:: Exercise directions ::
Return the following from the records below: each line, word for word, starting with the line that contains "function stroke(path, color, width, dash)" and going on through the line that contains "function drawText(font, color, halo, rows, align", with nothing outside that range.
======== Given records
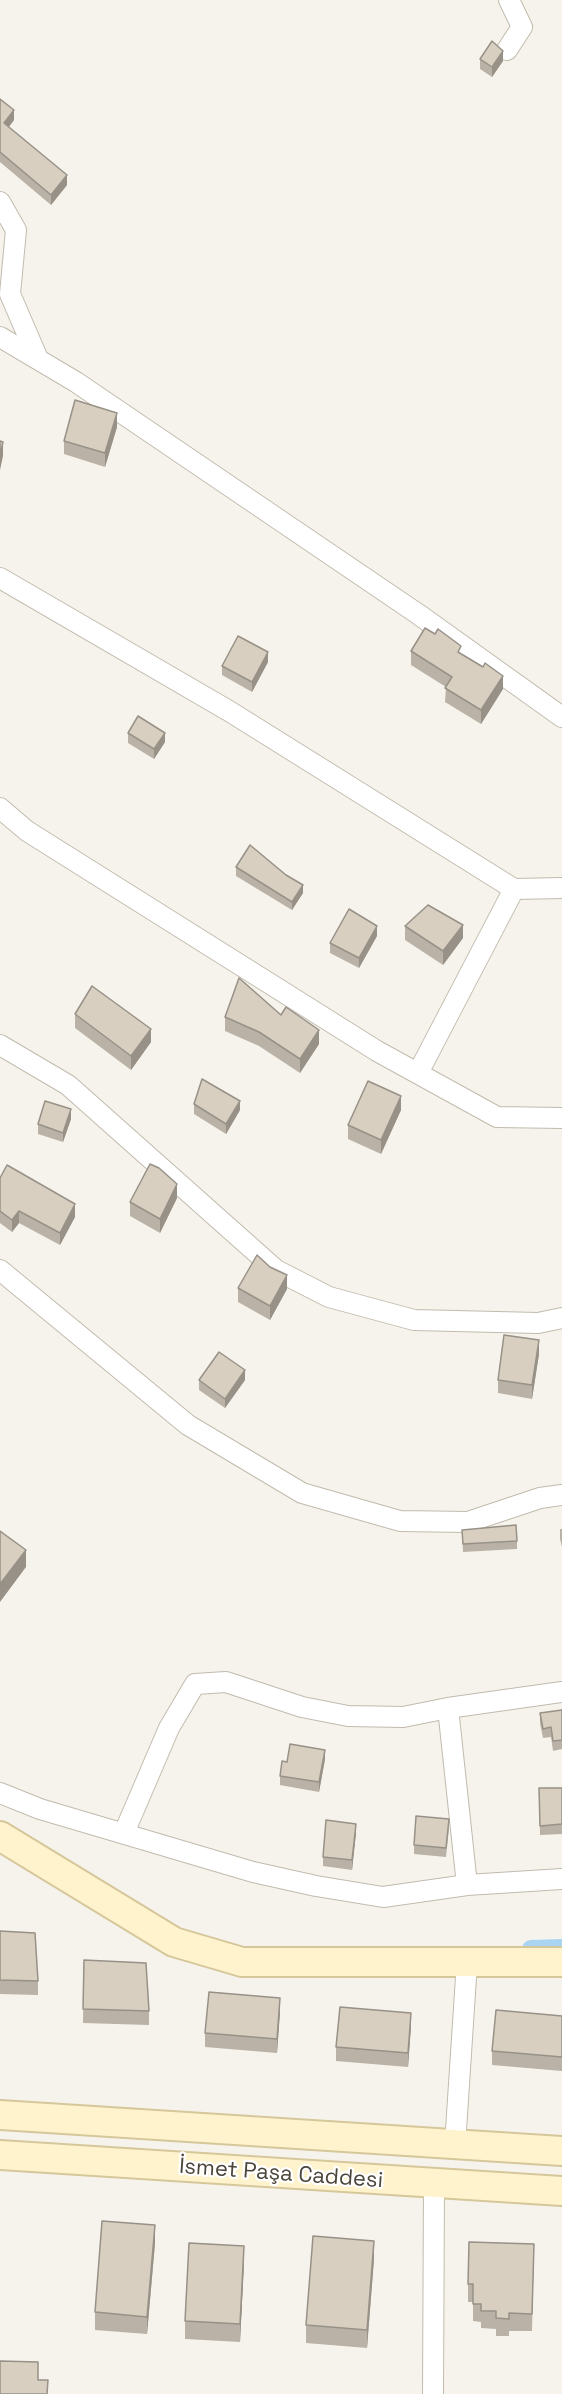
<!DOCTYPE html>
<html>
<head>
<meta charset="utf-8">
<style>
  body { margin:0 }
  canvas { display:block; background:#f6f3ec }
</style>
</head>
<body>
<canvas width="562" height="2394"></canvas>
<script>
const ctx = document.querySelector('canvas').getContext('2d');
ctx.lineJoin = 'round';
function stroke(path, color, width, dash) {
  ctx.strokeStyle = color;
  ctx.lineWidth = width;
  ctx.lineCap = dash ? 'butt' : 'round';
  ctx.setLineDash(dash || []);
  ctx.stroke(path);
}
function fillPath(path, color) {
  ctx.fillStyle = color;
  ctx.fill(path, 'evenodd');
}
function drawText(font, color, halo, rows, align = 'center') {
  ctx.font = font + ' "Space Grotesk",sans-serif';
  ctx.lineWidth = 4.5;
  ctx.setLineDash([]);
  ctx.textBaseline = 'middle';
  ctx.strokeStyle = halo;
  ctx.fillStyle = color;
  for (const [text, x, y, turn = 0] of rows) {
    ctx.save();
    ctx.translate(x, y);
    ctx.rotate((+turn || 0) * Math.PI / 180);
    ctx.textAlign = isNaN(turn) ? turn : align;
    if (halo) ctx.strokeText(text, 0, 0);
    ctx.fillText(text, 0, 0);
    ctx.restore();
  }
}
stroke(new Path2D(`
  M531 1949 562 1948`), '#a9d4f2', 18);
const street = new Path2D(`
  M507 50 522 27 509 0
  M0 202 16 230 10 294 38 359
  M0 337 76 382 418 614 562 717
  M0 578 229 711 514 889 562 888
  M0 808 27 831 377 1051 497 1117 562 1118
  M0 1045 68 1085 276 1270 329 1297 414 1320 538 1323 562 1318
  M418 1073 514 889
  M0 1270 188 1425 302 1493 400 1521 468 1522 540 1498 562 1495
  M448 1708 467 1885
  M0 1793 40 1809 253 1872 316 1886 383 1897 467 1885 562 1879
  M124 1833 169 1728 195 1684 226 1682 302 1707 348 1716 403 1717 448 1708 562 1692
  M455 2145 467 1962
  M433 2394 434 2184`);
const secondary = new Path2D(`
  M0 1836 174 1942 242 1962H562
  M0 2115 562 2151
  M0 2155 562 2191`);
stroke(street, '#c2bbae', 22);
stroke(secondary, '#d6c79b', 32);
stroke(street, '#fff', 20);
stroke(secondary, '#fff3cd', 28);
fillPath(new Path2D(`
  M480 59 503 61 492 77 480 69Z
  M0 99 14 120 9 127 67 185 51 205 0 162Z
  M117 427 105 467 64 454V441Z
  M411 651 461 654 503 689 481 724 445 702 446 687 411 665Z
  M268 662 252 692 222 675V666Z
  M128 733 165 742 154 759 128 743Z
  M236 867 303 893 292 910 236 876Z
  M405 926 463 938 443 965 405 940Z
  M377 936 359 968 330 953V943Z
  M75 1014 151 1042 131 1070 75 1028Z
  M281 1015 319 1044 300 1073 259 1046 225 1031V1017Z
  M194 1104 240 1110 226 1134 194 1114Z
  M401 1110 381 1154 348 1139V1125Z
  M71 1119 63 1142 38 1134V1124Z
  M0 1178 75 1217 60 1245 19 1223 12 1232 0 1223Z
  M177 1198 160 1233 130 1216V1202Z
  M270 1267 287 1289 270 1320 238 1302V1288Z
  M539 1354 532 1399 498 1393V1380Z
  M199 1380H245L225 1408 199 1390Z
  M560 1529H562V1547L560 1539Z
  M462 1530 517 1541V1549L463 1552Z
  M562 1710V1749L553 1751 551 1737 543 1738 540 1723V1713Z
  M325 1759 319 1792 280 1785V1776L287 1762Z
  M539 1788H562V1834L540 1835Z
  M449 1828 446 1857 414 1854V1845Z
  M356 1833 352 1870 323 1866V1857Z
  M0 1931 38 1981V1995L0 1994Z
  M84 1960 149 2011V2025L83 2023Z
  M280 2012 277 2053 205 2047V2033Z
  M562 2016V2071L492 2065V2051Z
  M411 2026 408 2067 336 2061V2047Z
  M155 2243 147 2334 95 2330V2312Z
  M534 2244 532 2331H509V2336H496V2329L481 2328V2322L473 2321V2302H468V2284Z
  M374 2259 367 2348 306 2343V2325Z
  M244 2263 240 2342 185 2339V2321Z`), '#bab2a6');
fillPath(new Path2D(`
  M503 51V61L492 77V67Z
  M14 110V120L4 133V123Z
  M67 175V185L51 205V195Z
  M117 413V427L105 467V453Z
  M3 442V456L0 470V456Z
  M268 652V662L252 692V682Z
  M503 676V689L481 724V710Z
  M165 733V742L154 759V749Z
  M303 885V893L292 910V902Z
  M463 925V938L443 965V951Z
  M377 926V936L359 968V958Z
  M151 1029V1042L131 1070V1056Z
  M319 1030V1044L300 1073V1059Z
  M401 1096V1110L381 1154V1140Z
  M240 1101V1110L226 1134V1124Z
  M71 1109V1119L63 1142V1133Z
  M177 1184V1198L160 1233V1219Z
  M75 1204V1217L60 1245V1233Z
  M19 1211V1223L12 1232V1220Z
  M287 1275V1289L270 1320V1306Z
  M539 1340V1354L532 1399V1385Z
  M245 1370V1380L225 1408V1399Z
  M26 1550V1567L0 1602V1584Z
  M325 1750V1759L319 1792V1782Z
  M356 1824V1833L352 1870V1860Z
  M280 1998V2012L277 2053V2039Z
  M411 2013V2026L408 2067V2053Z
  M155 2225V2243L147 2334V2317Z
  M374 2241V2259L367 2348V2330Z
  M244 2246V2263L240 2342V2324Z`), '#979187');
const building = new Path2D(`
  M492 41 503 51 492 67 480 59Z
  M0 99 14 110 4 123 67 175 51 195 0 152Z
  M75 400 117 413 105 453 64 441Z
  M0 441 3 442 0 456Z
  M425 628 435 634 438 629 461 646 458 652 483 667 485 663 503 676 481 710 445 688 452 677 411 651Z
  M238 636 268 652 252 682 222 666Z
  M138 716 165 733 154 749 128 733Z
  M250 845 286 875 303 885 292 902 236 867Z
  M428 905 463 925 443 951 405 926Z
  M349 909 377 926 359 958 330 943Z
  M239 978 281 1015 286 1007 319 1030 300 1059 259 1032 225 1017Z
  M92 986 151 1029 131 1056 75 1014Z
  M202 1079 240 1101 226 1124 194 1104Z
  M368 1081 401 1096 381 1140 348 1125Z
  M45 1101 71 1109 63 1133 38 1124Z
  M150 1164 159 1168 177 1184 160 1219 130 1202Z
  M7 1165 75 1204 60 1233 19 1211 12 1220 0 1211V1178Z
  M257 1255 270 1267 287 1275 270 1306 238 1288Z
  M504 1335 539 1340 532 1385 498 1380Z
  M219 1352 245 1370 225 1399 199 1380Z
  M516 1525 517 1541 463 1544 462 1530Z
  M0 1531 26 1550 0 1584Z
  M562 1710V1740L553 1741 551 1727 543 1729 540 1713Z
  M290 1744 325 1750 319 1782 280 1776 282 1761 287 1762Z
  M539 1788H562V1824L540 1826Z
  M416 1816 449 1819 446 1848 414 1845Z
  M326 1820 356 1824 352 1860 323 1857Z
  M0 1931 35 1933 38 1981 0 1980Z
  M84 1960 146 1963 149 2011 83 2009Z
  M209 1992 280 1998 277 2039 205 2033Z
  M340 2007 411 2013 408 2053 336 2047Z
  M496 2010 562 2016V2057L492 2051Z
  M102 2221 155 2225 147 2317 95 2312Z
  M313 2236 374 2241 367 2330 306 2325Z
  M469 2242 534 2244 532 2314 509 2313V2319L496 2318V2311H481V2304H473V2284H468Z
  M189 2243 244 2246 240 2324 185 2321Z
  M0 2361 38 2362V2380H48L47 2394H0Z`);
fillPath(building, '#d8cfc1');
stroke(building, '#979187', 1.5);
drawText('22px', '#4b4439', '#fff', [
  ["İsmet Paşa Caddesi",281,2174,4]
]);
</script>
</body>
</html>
================
:: Exercise output ::
function stroke(path, color, width, dash) {
  ctx.strokeStyle = color;
  ctx.lineWidth = width;
  ctx.lineCap = dash ? 'butt' : 'round';
  ctx.setLineDash(dash || []);
  ctx.stroke(path);
}
function fillPath(path, color) {
  ctx.fillStyle = color;
  ctx.fill(path, 'evenodd');
}
function drawText(font, color, halo, rows, align = 'center') {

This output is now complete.